Subject to the foregoing provisions of this subsection 2(b) and at the
direction of the Adviser or the Fund, the Subadviser may also consider sales
of the Funds' shares as a factor in the selection of brokers or dealers for a
Fund's portfolio transactions.
(c) SECURITIES TRANSACTIONS. The Subadviser and any affiliated person of
the Subadviser will not purchase securities or other instruments from or sell
securities or other instruments to a Fund ("Principal Transactions");
PROVIDED, HOWEVER, the Subadviser may enter into a Principal Transaction with
a Fund if (i) the transaction is permissible under applicable laws and
regulations, including, without limitation, the Investment Company Act and
the Investment Advisers Act and the rules and regulations promulgated
thereunder, and (ii) the transaction or category of transactions receives the
express written approval of the Adviser.
The Subadviser agrees to observe and comply with Rule 17j-1 under
the Investment Company Act and its Code of Ethics, as the same may be amended
from time to time. The Subadviser agrees to provide the Adviser and the Funds
with a copy of such Code of Ethics.
(d) BOOKS AND RECORDS. The Subadviser will maintain all books and
records required to be maintained pursuant to the Investment Company Act and
the rules and regulations promulgated thereunder solely with respect to
transactions made by it on behalf of the Funds including, without limitation,
the books and records required by Subsections (b)(1), (5), (6), (7), (9),
(10) and (11) and Subsection (f) of Rule 31a-1 under the Investment Company
Act and shall timely furnish to the Adviser all information relating to the
Subadviser's services hereunder needed by the Adviser to keep such other
books and records of the Funds required by Rule 31a-1 under the Investment
Company Act. The Subadviser will also preserve all such books and records for
the periods prescribed in part (e) of Rule 31a-2 under the Investment Company
Act, and agrees to provide the Adviser or Fund with copies of such books and
records upon the Adviser's reasonable request. The Subadviser further agrees
that all books and records maintained hereunder shall be made available to
the respective Fund or the Adviser at any time upon reasonable request and
notice, including telecopy, during any business day.

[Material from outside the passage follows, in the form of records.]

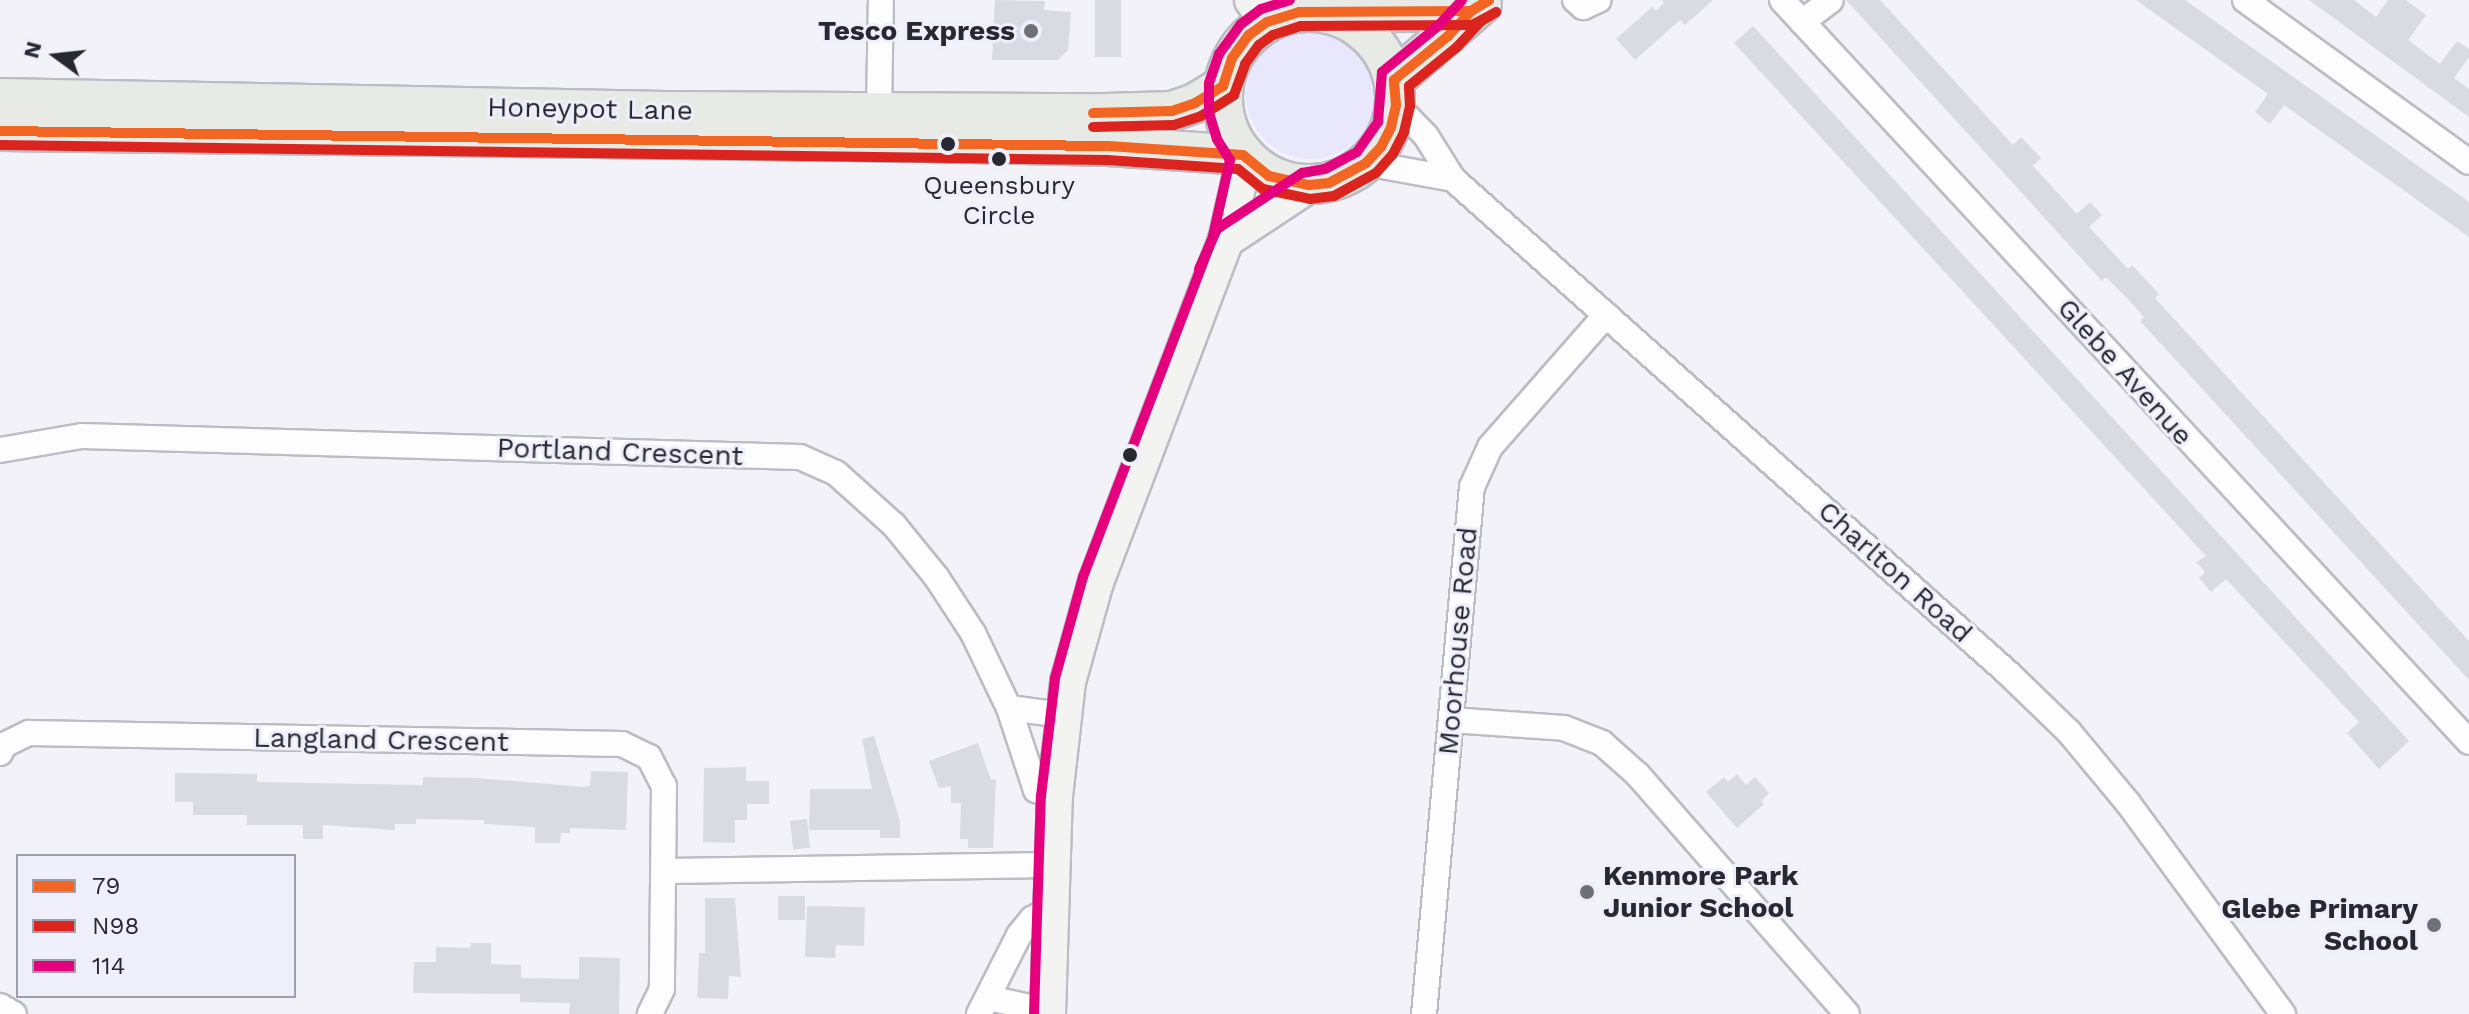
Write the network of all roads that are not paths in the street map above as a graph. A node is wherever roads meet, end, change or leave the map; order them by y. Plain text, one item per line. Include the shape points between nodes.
1 (881, 0) edge
2 (1575, 0) edge
3 (1599, 0) edge
4 (1782, 0) edge
5 (1831, 0) edge
6 (2245, 0) edge
7 (1480, 5) edge
8 (1260, 11) edge
9 (1325, 13) junction
10 (1802, 22) junction
11 (1223, 86) junction
12 (1395, 92) junction
13 (0, 98) edge
14 (879, 110) junction
15 (0, 131) edge
16 (1244, 156) junction
17 (2469, 162) edge
18 (1366, 163) junction
19 (1453, 179) junction
20 (1309, 185) junction
21 (1226, 240) junction
22 (1606, 315) junction
23 (0, 450) edge
24 (1009, 708) junction
25 (1062, 715) junction
26 (1451, 720) junction
27 (2469, 742) edge
28 (0, 753) edge
29 (1055, 796) junction
30 (1053, 865) junction
31 (665, 871) junction
32 (1051, 909) junction
33 (0, 1006) edge
34 (984, 1006) edge
35 (1048, 1013) edge
36 (14, 1014) edge
37 (650, 1014) edge
38 (1424, 1014) edge
39 (1847, 1014) edge
40 (2283, 1014) edge

1 - 14 street
2 - 3 street via 1583,7
4 - 10 street, Glebe Avenue
5 - 10 street
6 - 17 street
7 - 9 main road
7 - 12 main road
8 - 9 main road
8 - 11 main road via 1232,58
9 - 12 main road via 1370,36 1383,53
10 - 27 street, Glebe Avenue
11 - 14 main road, Honeypot Lane via 1172,111
11 - 16 main road via 1223,111
12 - 18 main road via 1386,137
12 - 19 street, Charlton Road
13 - 14 main road, Honeypot Lane
15 - 16 main road, Honeypot Lane via 929,142
16 - 20 main road via 1269,176
16 - 21 street
18 - 19 street
18 - 20 main road via 1339,179
19 - 22 street, Charlton Road
20 - 21 street
21 - 25 street via 1096,582
22 - 26 street, Moorhouse Road via 1490,447 1472,487
22 - 40 street, Charlton Road via 2069,732 2128,803
23 - 24 street, Portland Crescent via 82,436 800,457 836,473 894,525 973,633
24 - 25 street
24 - 29 street, Portland Crescent via 1036,790
25 - 29 street
26 - 38 street, Moorhouse Road
26 - 39 street via 1564,728 1602,743 1638,775
28 - 31 street, Langland Crescent via 4,745 29,733 622,744 649,757 664,786
29 - 30 street
30 - 31 street
30 - 32 street
31 - 37 street, Langland Crescent via 662,989
32 - 34 street via 1032,919 1019,935
32 - 35 street
33 - 36 street
34 - 35 street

(e) INFORMATION CONCERNING INVESTMENTS AND SUBADVISER. From time to time
as the Adviser or a Fund may request, the Subadviser will furnish the
requesting party reports on portfolio transactions and reports on Investments
held in the portfolios, all in such detail as the Adviser or the applicable
Fund may reasonably request. The Subadviser will make available its officers
and employees to meet with the Board of Directors of a Fund at the Fund's
principal place of business upon reasonable request to review the Investments
of the Fund.
The Subadviser will also provide such information as is customarily
provided by a subadviser and may be required for each Fund or the Adviser to
comply with their respective obligations under applicable laws, including,
without limitation, the Internal Revenue Code of 1986, as amended (the
"Code"), the Investment Company Act, the Investment Advisers Act, the
Securities Act of 1933, as amended (the "Securities Act") and any state
securities laws, and any rule or regulation thereunder.
During the term of this Agreement, the Adviser agrees to furnish the
Subadviser at its principal office all registration statements, proxy
statements, reports to stockholders, sales literature or other materials
prepared for distribution to stockholders of each Fund, or the public that
refer to the Subadviser for Subadviser's review and approval. The Subadviser
shall be deemed to have approved all such materials unless the Subadviser
reasonably objects by giving notice to the Adviser in writing within five
business days (or such other period as may be mutually agreed) after receipt
thereof. The Subadviser's right to object to such materials is limited to the
portions of such materials that relate to the Subadviser, its services and
its clients. The Adviser agrees to use its best efforts to ensure that
materials prepared by its employees or agents or its affiliates that refer to
the Subadviser or its clients in any way are consistent with those materials
previously approved by the Subadviser as referenced in this paragraph. Sales
literature may be furnished to the Sub-Adviser by first class or overnight
mail, facsimile transmission equipment or hand delivery.
(f) CUSTODY ARRANGEMENTS. The Subadviser shall provide each Fund's
custodian, on each business day with information relating to all transactions
concerning the Fund's assets.
(g) COMPLIANCE WITH APPLICABLE LAWS AND GOVERNING DOCUMENTS. In all
matters relating to the performance of this Agreement, the Subadviser and its
directors, officers, partners, employees and interested persons shall act in
conformity with each Fund's Articles of Incorporation, By-Laws, and currently
effective registration statement and with the written instructions and
directions of each Fund's Board and the Adviser, and shall comply with the
requirements of the Investment Company Act, the Investment Advisers Act, the
Commodity Exchange Act (the "CEA"), the rules thereunder, and all other
applicable federal and state laws and regulations.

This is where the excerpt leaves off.